**Prompt:**
Nothing but the pictures should go missing; return all the entries below exactly.

**Input data:**
/---
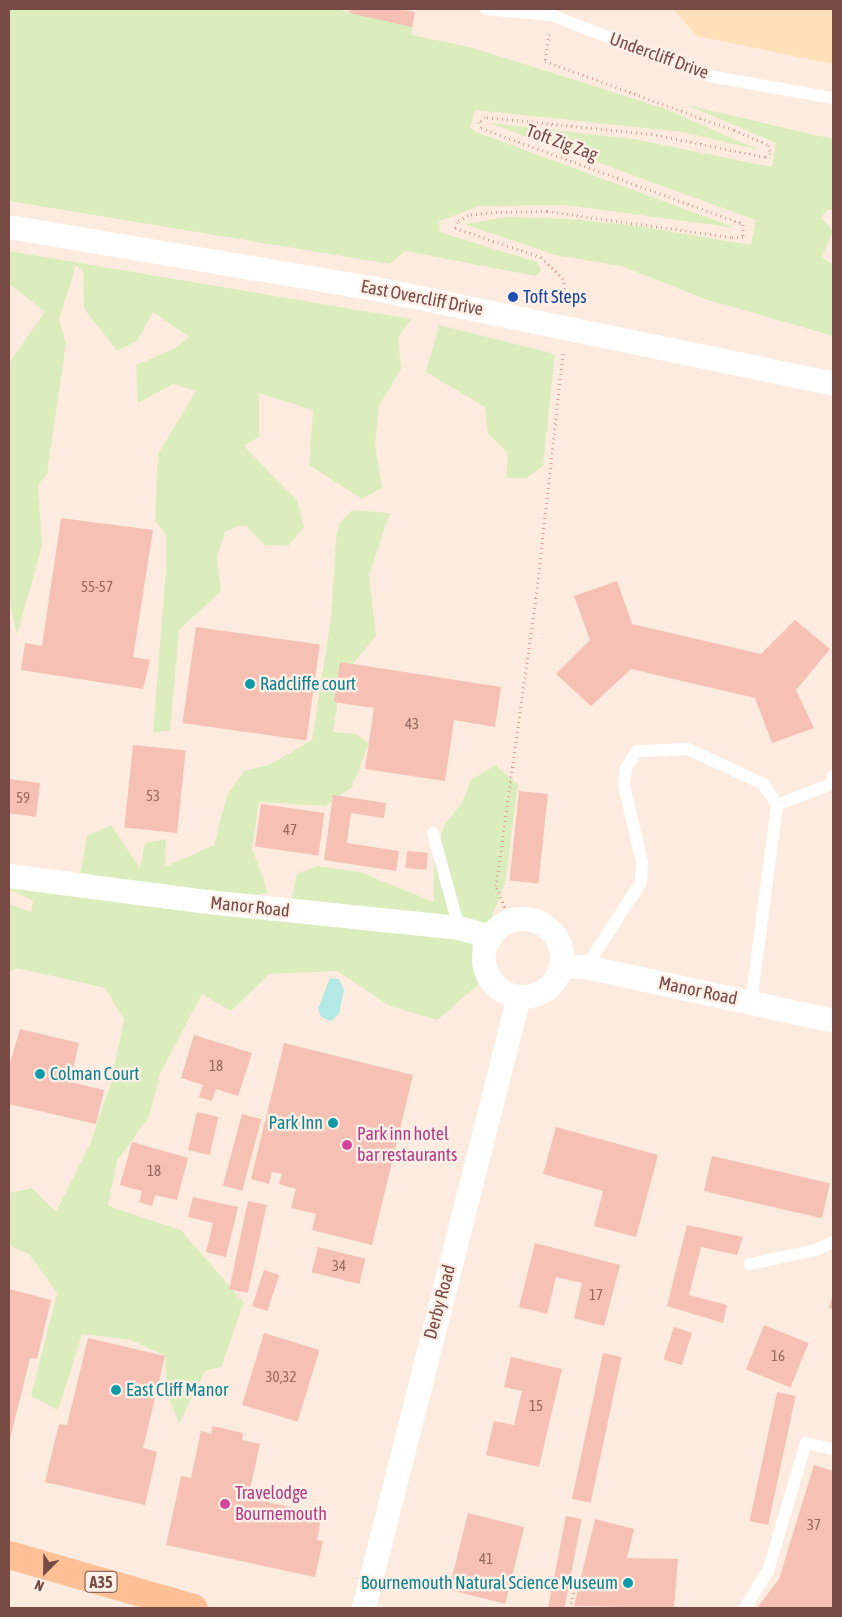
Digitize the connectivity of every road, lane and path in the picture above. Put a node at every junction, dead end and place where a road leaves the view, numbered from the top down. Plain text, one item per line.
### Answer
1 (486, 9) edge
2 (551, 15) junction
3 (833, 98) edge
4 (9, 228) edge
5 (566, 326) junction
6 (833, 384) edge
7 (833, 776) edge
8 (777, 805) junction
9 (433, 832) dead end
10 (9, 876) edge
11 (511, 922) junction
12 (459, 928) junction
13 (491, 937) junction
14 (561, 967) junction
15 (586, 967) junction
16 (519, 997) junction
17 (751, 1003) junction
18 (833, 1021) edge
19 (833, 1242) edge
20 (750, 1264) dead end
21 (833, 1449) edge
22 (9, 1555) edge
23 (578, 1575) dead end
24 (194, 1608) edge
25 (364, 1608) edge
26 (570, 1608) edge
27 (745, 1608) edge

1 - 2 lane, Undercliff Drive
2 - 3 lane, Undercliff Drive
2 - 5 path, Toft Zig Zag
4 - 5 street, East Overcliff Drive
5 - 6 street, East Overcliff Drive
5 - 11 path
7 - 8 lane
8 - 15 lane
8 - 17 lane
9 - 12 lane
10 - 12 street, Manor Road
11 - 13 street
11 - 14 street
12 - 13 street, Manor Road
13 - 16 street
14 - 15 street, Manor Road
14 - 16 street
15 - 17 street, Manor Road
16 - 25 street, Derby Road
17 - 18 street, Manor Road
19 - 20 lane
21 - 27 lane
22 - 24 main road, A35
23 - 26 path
\---
**Answer to this exercise:**
Digitize the connectivity of every road, lane and path in the picture above. Put a node at every junction, dead end and place where a road leaves the view, numbered from the top down. Plain text, one item per line.
### Answer
1 (486, 9) edge
2 (551, 15) junction
3 (833, 98) edge
4 (9, 228) edge
5 (566, 326) junction
6 (833, 384) edge
7 (833, 776) edge
8 (777, 805) junction
9 (433, 832) dead end
10 (9, 876) edge
11 (511, 922) junction
12 (459, 928) junction
13 (491, 937) junction
14 (561, 967) junction
15 (586, 967) junction
16 (519, 997) junction
17 (751, 1003) junction
18 (833, 1021) edge
19 (833, 1242) edge
20 (750, 1264) dead end
21 (833, 1449) edge
22 (9, 1555) edge
23 (578, 1575) dead end
24 (194, 1608) edge
25 (364, 1608) edge
26 (570, 1608) edge
27 (745, 1608) edge

1 - 2 lane, Undercliff Drive
2 - 3 lane, Undercliff Drive
2 - 5 path, Toft Zig Zag
4 - 5 street, East Overcliff Drive
5 - 6 street, East Overcliff Drive
5 - 11 path
7 - 8 lane
8 - 15 lane
8 - 17 lane
9 - 12 lane
10 - 12 street, Manor Road
11 - 13 street
11 - 14 street
12 - 13 street, Manor Road
13 - 16 street
14 - 15 street, Manor Road
14 - 16 street
15 - 17 street, Manor Road
16 - 25 street, Derby Road
17 - 18 street, Manor Road
19 - 20 lane
21 - 27 lane
22 - 24 main road, A35
23 - 26 path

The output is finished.